As San Francisco prepared to honor Mays with a game at Rickwood Field, Melvin relayed that story to his players. That made their only big offensive outburst of a 6-5 loss to the St. Louis Cardinals stand out. 

The Giants fell behind early but tied it up in the third when Heliot Ramos hit a three-run homer to right. It was certainly noticed in the dugout that in a ballpark where Mays played as a teenager, the Giants' center fielder rode the elements and hit a homer to right. 

"Ramos took that to heart and did it today," right fielder Mike Yastrzemski said. "I think that was Willie speaking through him."

The blast was the 10th of the year for Ramos, who is the first Giant to reach double-digits even though he didn't make his season debut until May 8. He has driven in 35 runs in 39 games, a team-carrying stretch that has led Melvin to run out of superlatives. On Thursday, two days after San Francisco received the news that Mays had passed away at the age of 93, Melvin couldn't help but think of one of his childhood idols as he watched Ramos. 

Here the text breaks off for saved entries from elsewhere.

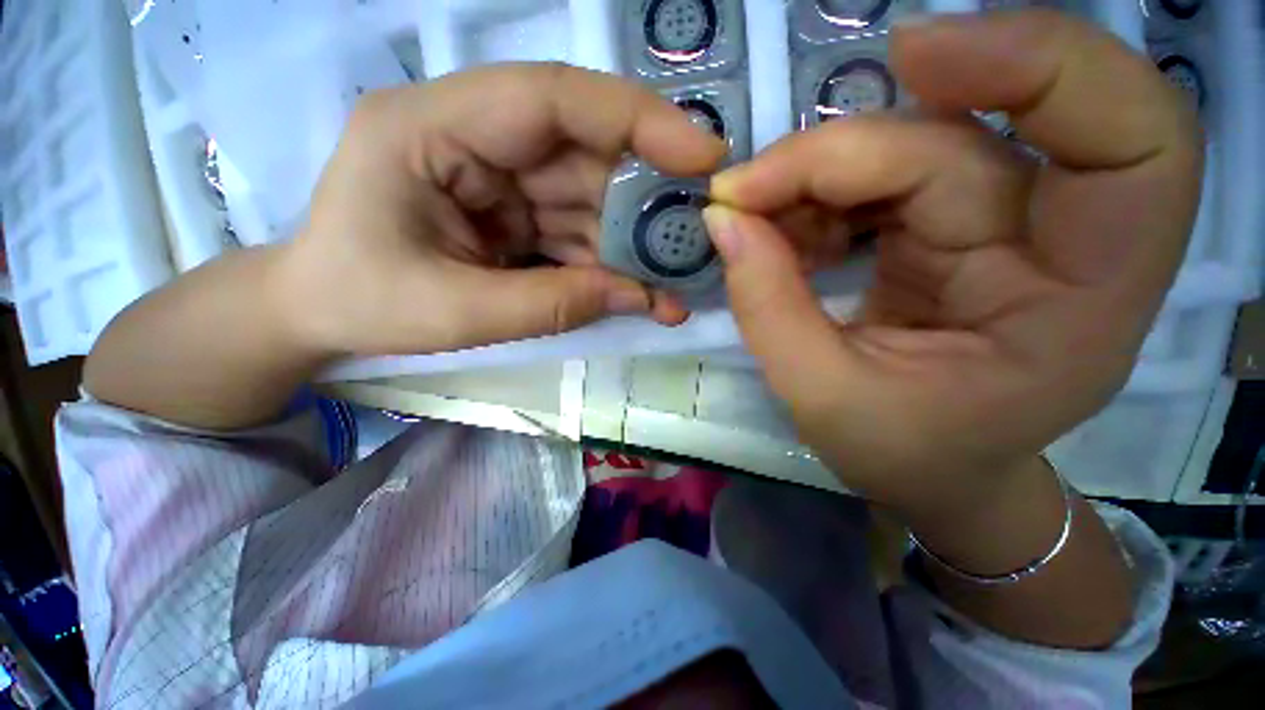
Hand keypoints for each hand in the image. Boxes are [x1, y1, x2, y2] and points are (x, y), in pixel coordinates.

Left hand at [274, 63, 726, 357]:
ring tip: (672, 286)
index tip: (703, 154)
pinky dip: (607, 264)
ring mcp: (497, 176)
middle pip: (583, 154)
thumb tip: (639, 297)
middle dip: (643, 202)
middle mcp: (473, 137)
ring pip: (587, 199)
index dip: (638, 120)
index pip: (552, 98)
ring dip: (631, 245)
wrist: (319, 312)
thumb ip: (551, 304)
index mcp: (432, 127)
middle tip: (696, 238)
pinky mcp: (513, 211)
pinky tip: (636, 294)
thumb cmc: (363, 302)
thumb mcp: (455, 312)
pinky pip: (574, 231)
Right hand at [704, 11, 1201, 519]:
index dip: (1041, 63)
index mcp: (1079, 304)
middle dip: (833, 156)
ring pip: (906, 150)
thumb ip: (768, 307)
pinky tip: (777, 235)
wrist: (933, 472)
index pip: (1133, 140)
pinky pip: (876, 182)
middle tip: (742, 192)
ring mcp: (1000, 229)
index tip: (910, 54)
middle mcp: (1056, 245)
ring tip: (750, 223)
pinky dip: (813, 198)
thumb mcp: (821, 397)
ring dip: (810, 179)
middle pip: (954, 142)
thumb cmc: (902, 455)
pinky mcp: (949, 228)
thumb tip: (723, 219)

"Any time you play center field for the San Francisco Giants you think about Willie Mays, and that's the kind of stuff that he does," Melvin said of Ramos. "We're down three and all of a sudden we're tied up with one swing of the bat. He's been doing that for a while now."

Many of Ramos' homers have been no-doubters, but when the breaking ball left his bat Thursday, he thought it was just a flyout to right. Ramos has shown to have the kind of power that allows balls to keep carrying and carrying, and on a clear 90-degree night in Birmingham, Rickwood Field seemed to play a bit small. 

"I saw it and thought I at least got the runners to second and third and we have a chance to score," Ramos said. "The ball went out and I was like, 'I'll take that, for sure.'"

The homer gave the Giants a fresh start, but they couldn't capitalize. Too often recently it's been Ramos-or-Bust, and that was the case against the Cardinals. They scored just one run after loading the bases in sixth and left two on in the ninth. 

Their hottest player came away with a memory to last a lifetime, though, and he said he got goosebumps while soaking up the history at Rickwood Field. 

"It was a super-special day," Ramos said. "I wish we won the game, but it is what it is."